== Source data ==
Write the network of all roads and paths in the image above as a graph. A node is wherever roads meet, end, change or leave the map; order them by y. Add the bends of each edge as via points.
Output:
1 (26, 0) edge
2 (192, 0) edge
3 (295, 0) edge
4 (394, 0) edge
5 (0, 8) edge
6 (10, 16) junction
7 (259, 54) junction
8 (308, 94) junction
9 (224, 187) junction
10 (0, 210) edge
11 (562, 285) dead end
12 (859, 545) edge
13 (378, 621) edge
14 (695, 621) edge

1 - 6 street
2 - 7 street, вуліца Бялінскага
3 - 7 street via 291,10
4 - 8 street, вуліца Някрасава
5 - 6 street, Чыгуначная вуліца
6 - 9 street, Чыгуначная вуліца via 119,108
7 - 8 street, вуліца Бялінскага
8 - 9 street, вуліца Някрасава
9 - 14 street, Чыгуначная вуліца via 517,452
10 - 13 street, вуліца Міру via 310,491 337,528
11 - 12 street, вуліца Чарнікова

== Work instructions ==
All entries are to be printed once more, exactly as given.

== Your response ==
Write the network of all roads and paths in the image above as a graph. A node is wherever roads meet, end, change or leave the map; order them by y. Add the bends of each edge as via points.
Output:
1 (26, 0) edge
2 (192, 0) edge
3 (295, 0) edge
4 (394, 0) edge
5 (0, 8) edge
6 (10, 16) junction
7 (259, 54) junction
8 (308, 94) junction
9 (224, 187) junction
10 (0, 210) edge
11 (562, 285) dead end
12 (859, 545) edge
13 (378, 621) edge
14 (695, 621) edge

1 - 6 street
2 - 7 street, вуліца Бялінскага
3 - 7 street via 291,10
4 - 8 street, вуліца Някрасава
5 - 6 street, Чыгуначная вуліца
6 - 9 street, Чыгуначная вуліца via 119,108
7 - 8 street, вуліца Бялінскага
8 - 9 street, вуліца Някрасава
9 - 14 street, Чыгуначная вуліца via 517,452
10 - 13 street, вуліца Міру via 310,491 337,528
11 - 12 street, вуліца Чарнікова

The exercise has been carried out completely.